WHAT YOU SHOULD DO: What is needed is the number of lines below that contain the word "知立東浦線", with no other output.

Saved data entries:
◆ ◆ ◆ ◆ ◆ ◆ ◆

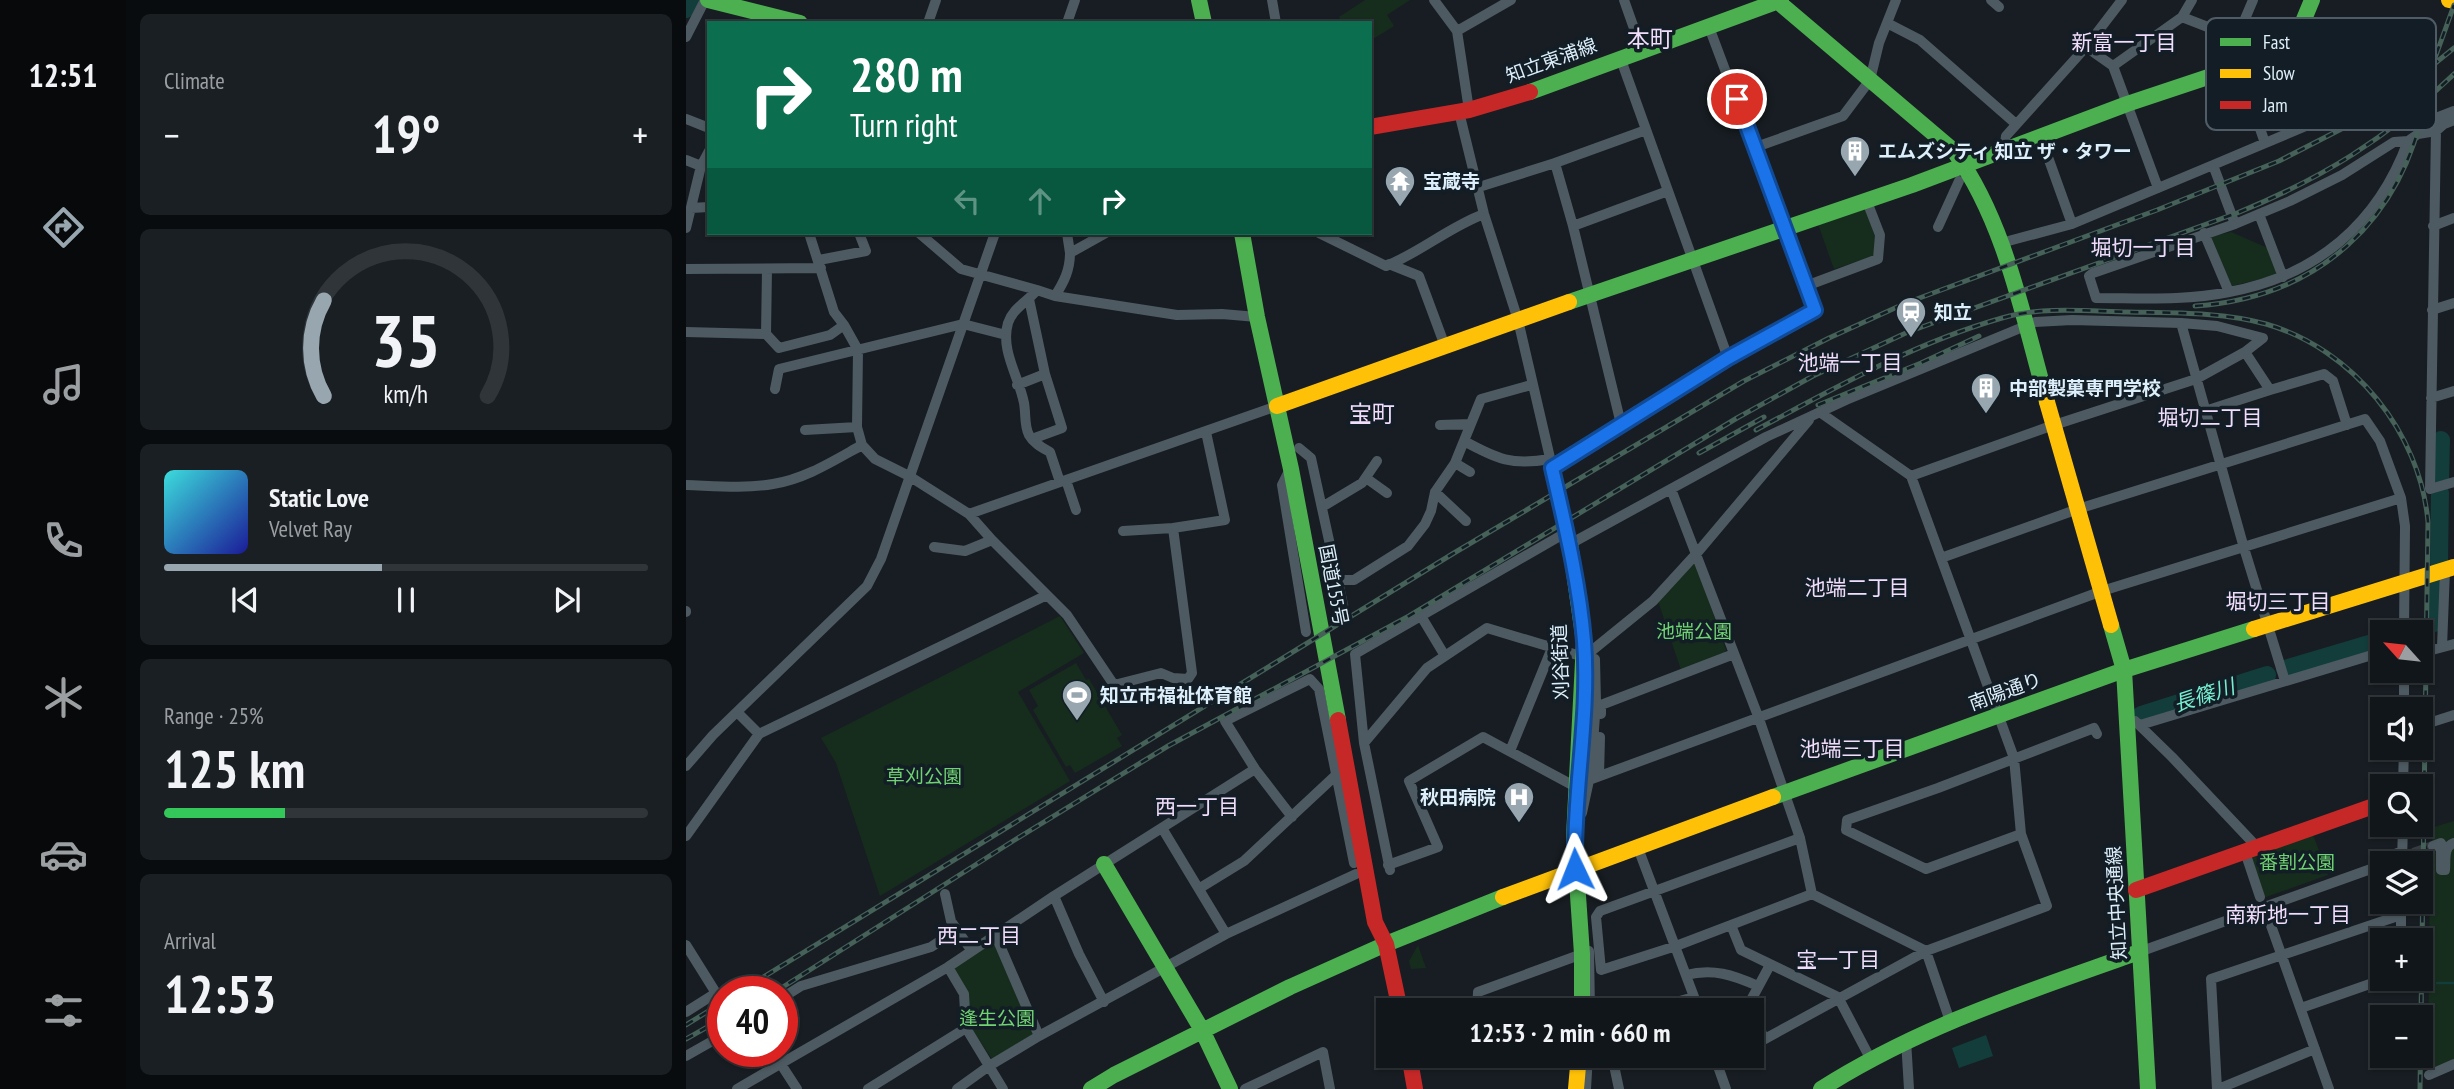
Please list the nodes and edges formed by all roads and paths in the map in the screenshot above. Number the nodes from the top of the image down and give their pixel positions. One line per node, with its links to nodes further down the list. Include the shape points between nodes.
1 (706, 0): 19 (main road); 29 (street)
2 (936, 0): 20 (street)
3 (1075, 0): 21 (street)
4 (1199, 0): 22 (main road)
5 (1212, 0): 23 (main road)
6 (1272, 0): 24 (street)
7 (1434, 0): 28 (street)
8 (1511, 0): 28 (street)
9 (1624, 0): 31 (street)
10 (1896, 0): 25 (street)
11 (2122, 0): 30 (street)
12 (2192, 0): 16 (street)
13 (2253, 0): 17 (street)
14 (2312, 0): 18 (main road)
15 (1778, 1): 27 (main road, 知立東浦線); 35 (main road)
16 (2182, 17): 26 (street); 33 (street)
17 (2245, 18)
18 (2305, 18)
19 (792, 21)
20 (929, 21)
21 (1068, 21)
22 (1204, 21)
23 (1216, 21)
24 (1276, 21)
25 (1887, 23): 35 (street); 40 (street, via 1920,40)
26 (2206, 26)
27 (1709, 27): 31 (main road, 知立東浦線); 50 (street)
28 (1457, 31): 37 (street, 刈谷街道)
29 (686, 37)
30 (2086, 47): 33 (street); 40 (street)
31 (1642, 51): 32 (main road, 知立東浦線)
32 (1620, 57): 37 (main road, 知立東浦線); 43 (street)
33 (2113, 66): 36 (street)
34 (2206, 78): 36 (main road)
35 (1870, 80): 50 (street, via 1843,116); 55 (main road)
36 (2127, 104): 47 (main road); 60 (street)
37 (1464, 111): 42 (main road, 知立東浦線); 59 (street, 刈谷街道)
38 (2450, 116): 46 (street)
39 (686, 119): 41 (street)
40 (2016, 124): 51 (street, via 2006,136)
41 (707, 127)
42 (1372, 127)
43 (1646, 130): 54 (street); 61 (street)
44 (2261, 130): 49 (street)
45 (2296, 130): 49 (street)
46 (2436, 131): 48 (street); 71 (street)
47 (2040, 135): 51 (main road); 68 (street)
48 (2408, 141): 66 (street, via 2394,142 2342,174); 93 (street, via 2377,203 2351,233 2316,261)
49 (2265, 143): 56 (street)
50 (1756, 147): 72 (street)
51 (2004, 150): 55 (main road)
52 (707, 155): 57 (street)
53 (686, 160): 57 (street)
54 (1555, 163): 59 (street); 70 (street)
55 (1965, 164): 62 (main road); 85 (main road, 知立中央通線)
56 (2213, 165): 60 (street); 69 (street)
57 (701, 166): 64 (street)
58 (1959, 181): 73 (street)
59 (1479, 187): 65 (street, 刈谷街道)
60 (2158, 188): 68 (street)
61 (1668, 191): 70 (street); 87 (street)
62 (1866, 199): 72 (main road); 94 (street, via 1880,235 1878,259)
63 (707, 207): 64 (street)
64 (691, 208): 74 (street)
65 (1485, 214): 89 (street, via 1460,223); 102 (street, 刈谷街道)
66 (2259, 214): 69 (street); 93 (street)
67 (2454, 218): 71 (street)
68 (2072, 224): 85 (street)
69 (2235, 224): 75 (street)
70 (1573, 226): 98 (street)
71 (2433, 226): 100 (street)
72 (1785, 227): 87 (main road); 94 (street)
73 (1938, 227)
74 (686, 228)
75 (2204, 233): 95 (street); 95 (street, via 2093,273 2089,276 2096,298)
76 (810, 235): 88 (street)
77 (860, 235): 88 (street, via 866,251)
78 (921, 235): 92 (street, via 961,269)
79 (994, 235): 92 (street)
80 (1067, 235): 86 (street)
81 (1102, 235): 86 (street)
82 (1242, 235): 101 (main road, 国道155号)
83 (1256, 235): 122 (main road, 国道155号)
84 (1323, 235): 89 (street)
85 (2001, 243): 106 (main road, 知立中央通線)
86 (1070, 253): 97 (street, via 1070,265)
87 (1692, 260): 98 (main road); 113 (street)
88 (820, 264): 91 (street); 105 (street, via 834,312)
89 (1389, 264): 110 (street, via 1419,276)
90 (686, 269): 91 (street)
91 (767, 269): 108 (street)
92 (980, 275): 96 (street); 104 (street)
93 (2283, 278): 95 (street)
94 (1806, 286): 113 (street, via 1815,310)
95 (2229, 292)
96 (1033, 295): 97 (street); 109 (street, via 1015,310); 114 (street)
97 (1055, 296): 101 (street, via 1177,315)
98 (1589, 297): 102 (main road); 126 (street)
99 (2454, 303): 100 (street)
100 (2432, 310): 121 (street)
101 (1257, 317): 122 (main road, 国道155号)
102 (1518, 320): 110 (main road); 117 (street, 刈谷街道)
103 (2181, 323): 106 (street, via 2049,320); 112 (street, via 2217,326 2263,338); 115 (street)
104 (962, 324): 109 (street); 111 (street); 143 (street)
105 (844, 325): 108 (street, via 830,335 779,348); 111 (street)
106 (2025, 326): 124 (street); 128 (main road, 知立中央通線)
107 (686, 332): 108 (street)
108 (766, 334)
109 (1006, 335): 116 (street)
110 (1445, 346): 122 (main road)
111 (858, 350): 118 (street, via 779,369); 130 (street)
112 (2245, 352): 115 (street); 119 (street)
113 (1728, 358): 126 (street)
114 (1045, 374): 116 (street); 133 (street, via 1062,428)
115 (2196, 379): 123 (street); 128 (street)
116 (1017, 385): 133 (street)
117 (1531, 386): 125 (street, via 1481,399); 139 (street, 刈谷街道)
118 (775, 389)
119 (2270, 390): 123 (street); 129 (street, via 2324,373 2333,381)
120 (2454, 391): 121 (street)
121 (2431, 398): 147 (street, via 2430,489)
122 (1283, 405): 132 (street); 136 (main road, 国道155号); 141 (main road, 国道155号)
123 (2205, 411): 140 (street)
124 (1817, 415): 144 (street); 149 (street); 164 (street)
125 (1471, 424): 127 (street); 134 (street)
126 (1621, 424): 139 (street)
127 (1440, 425)
128 (2054, 425): 144 (street); 154 (main road, 知立中央通線)
129 (2347, 425): 140 (street); 152 (street, via 2365,419 2380,441)
130 (857, 428): 131 (street); 135 (street)
131 (805, 430)
132 (1206, 432): 146 (street); 158 (street, via 1225,520)
133 (1032, 439): 146 (street, via 1051,452)
134 (1464, 441): 138 (street); 139 (street, via 1515,463)
135 (862, 445): 143 (street, via 875,459); 148 (street, via 817,470 775,484)
136 (1299, 448): 153 (street, via 1311,458); 233 (main road, 国道155号, via 1386,908)
137 (1377, 461): 145 (street)
138 (1455, 463): 142 (street); 150 (street)
139 (1551, 464): 160 (street, 刈谷街道)
140 (2221, 464): 154 (street); 163 (street)
141 (1291, 468): 175 (street, via 1282,485); 227 (main road, 国道155号)
142 (1470, 472)
143 (909, 476): 156 (street); 185 (street, via 867,586)
144 (1911, 476): 165 (street)
145 (1366, 478): 151 (street); 153 (street)
146 (1063, 481): 155 (street); 156 (street)
147 (2454, 482)
148 (686, 485)
149 (1671, 489): 160 (street); 164 (street)
150 (1435, 492): 157 (street); 167 (street, via 1425,524 1408,546 1354,580)
151 (1387, 493)
152 (2401, 498): 163 (street); 168 (street)
153 (1322, 507): 167 (street)
154 (2078, 509): 165 (street); 169 (main road, 知立中央通線)
155 (1076, 510)
156 (969, 514): 161 (street)
157 (1466, 521)
158 (1173, 528): 159 (street); 170 (street, via 1192,673 1188,679 1161,673 1114,685 1067,615)
159 (1123, 531)
160 (1569, 538): 172 (street); 182 (main road, 刈谷街道)
161 (992, 540): 162 (street, via 965,551); 170 (street)
162 (934, 547)
163 (2244, 548): 169 (street); 174 (street)
164 (1698, 554): 179 (street); 182 (street)
165 (1941, 558): 176 (street)
166 (2449, 569): 168 (main road, 南陽通り); 177 (street, via 2437,649)
167 (1338, 580): 171 (street)
168 (2404, 583): 173 (street); 174 (main road, 南陽通り)
169 (2102, 591): 176 (street); 183 (main road, 知立中央通線)
170 (1047, 595): 191 (street)
171 (1344, 609)
172 (1421, 616): 180 (street); 193 (street, via 1355,654)
173 (2404, 620)
174 (2269, 626): 183 (main road, 南陽通り); 184 (street)
175 (1306, 632)
176 (1970, 639): 186 (street); 188 (street)
177 (2454, 644)
178 (1552, 648): 180 (street, via 1487,628); 182 (street); 194 (street)
179 (1734, 654): 188 (street); 199 (street, via 1601,705)
180 (1445, 656): 193 (street, via 1427,668)
181 (2370, 656): 184 (street)
182 (1589, 658): 199 (main road, 刈谷街道, via 1583,715)
183 (2124, 670): 186 (main road, 南陽通り); 189 (main road, 知立中央通線)
184 (2285, 681): 189 (street)
185 (737, 712): 191 (street); 196 (street)
186 (1999, 715): 195 (street); 200 (main road, 南陽通り)
187 (2454, 715): 190 (street)
188 (1758, 716): 199 (street); 200 (street)
189 (2134, 720): 210 (street); 219 (main road, 知立中央通線)
190 (2433, 722)
191 (759, 734): 205 (street)
192 (2097, 734): 195 (street, via 2094,728)
193 (1364, 743): 194 (street, via 1389,868 1438,847 1409,781 1483,737)
194 (1510, 751): 199 (street)
195 (2014, 758): 204 (street); 204 (street, via 1847,820 1846,830 1926,869)
196 (686, 766)
197 (1255, 769): 198 (street, via 1225,721 1310,678 1319,689); 202 (street); 203 (street)
198 (1335, 776): 202 (street); 215 (street)
199 (1588, 781): 213 (main road, 刈谷街道, via 1574,836)
200 (1785, 794): 206 (street); 209 (main road, 南陽通り)
201 (2370, 807): 210 (main road)
202 (1292, 817): 218 (street, via 1244,861)
203 (1162, 828): 211 (street); 218 (street)
204 (2021, 834): 237 (street, via 2047,906)
205 (686, 836)
206 (1800, 838): 220 (street); 222 (street)
207 (2454, 843): 208 (street, via 2446,849 2445,870 2441,870 2441,843)
208 (2433, 846)
209 (1638, 848): 213 (main road, 南陽通り); 220 (street)
210 (2251, 850): 219 (main road); 224 (street)
211 (1104, 864): 223 (street); 243 (main road)
212 (2370, 865): 216 (street, via 2355,869)
213 (1578, 868): 233 (main road, 南陽通り); 239 (main road, 刈谷街道); 253 (street)
214 (2370, 869): 216 (street)
215 (1356, 874): 227 (street); 232 (street)
216 (2356, 874): 217 (street, via 2358,879); 238 (street)
217 (2370, 875)
218 (1200, 888): 232 (street)
219 (2136, 890): 238 (main road, 知立中央通線)
220 (1654, 891): 235 (street); 235 (street, via 1600,911 1596,918 1601,970)
221 (945, 894): 230 (street)
222 (1812, 894): 228 (street); 237 (street)
223 (1054, 896): 231 (street); 256 (street)
224 (2260, 897)
225 (2401, 915): 229 (street); 240 (street)
226 (2268, 917): 240 (street)
227 (1375, 922): 233 (main road, 国道155号)
228 (1731, 925): 235 (street); 241 (street, via 1741,950)
229 (2401, 928)
230 (957, 930): 236 (street); 247 (street, via 931,947)
231 (995, 934): 236 (street); 262 (street)
232 (1226, 934): 243 (street)
233 (1386, 944): 250 (main road, 国道155号); 261 (main road, 南陽通り)
234 (686, 945): 258 (street, via 716,993)
235 (1676, 946): 244 (street)
236 (971, 950): 242 (street)
237 (1926, 951): 249 (street); 259 (street)
238 (2139, 952): 259 (main road); 296 (main road, 知立中央通線)
239 (1582, 954): 251 (street, via 1478,992); 252 (main road, 刈谷街道)
240 (2281, 954): 257 (street); 297 (street, via 2211,979)
241 (1770, 965): 246 (street); 249 (street)
242 (948, 967): 260 (street, via 964,994); 267 (street)
243 (1166, 967): 256 (street); 261 (main road)
244 (1686, 975): 246 (street, via 1705,970); 248 (street)
245 (2370, 984): 257 (street)
246 (1758, 986): 255 (street)
247 (798, 988)
248 (1695, 997): 254 (street)
249 (1838, 997): 263 (street); 269 (street)
250 (1397, 998)
251 (1478, 998)
252 (1582, 998)
253 (1590, 998)
254 (1691, 998)
255 (1752, 998)
256 (1104, 1002): 262 (street)
257 (2301, 1008): 266 (street)
258 (686, 1012)
259 (1950, 1021): 264 (main road)
260 (965, 1028): 271 (street); 282 (street)
261 (1202, 1030): 285 (main road, 南陽通り); 286 (main road)
262 (1039, 1036): 271 (street)
263 (1764, 1038)
264 (1906, 1040): 269 (main road); 295 (street)
265 (707, 1044): 268 (street)
266 (2315, 1049): 297 (street); 298 (street)
267 (798, 1054)
268 (686, 1056)
269 (1870, 1058): 294 (main road)
270 (2454, 1064): 279 (street)
271 (989, 1066): 283 (street); 284 (street)
272 (776, 1067): 280 (street)
273 (783, 1067): 281 (street)
274 (1411, 1068): 289 (main road)
275 (1578, 1068): 290 (main road)
276 (1587, 1068): 291 (street)
277 (1616, 1068): 292 (street)
278 (1719, 1068): 293 (street)
279 (2429, 1075)
280 (737, 1089)
281 (797, 1089)
282 (868, 1089)
283 (957, 1089)
284 (1003, 1089)
285 (1091, 1089)
286 (1230, 1089)
287 (1245, 1089): 288 (street, via 1322,1052)
288 (1330, 1089)
289 (1415, 1089)
290 (1576, 1089)
291 (1586, 1089)
292 (1619, 1089)
293 (1726, 1089)
294 (1821, 1089)
295 (1909, 1089)
296 (2148, 1089)
297 (2217, 1089)
298 (2329, 1089)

◆ ◆ ◆ ◆ ◆ ◆ ◆

RESPONSE BELOW: 5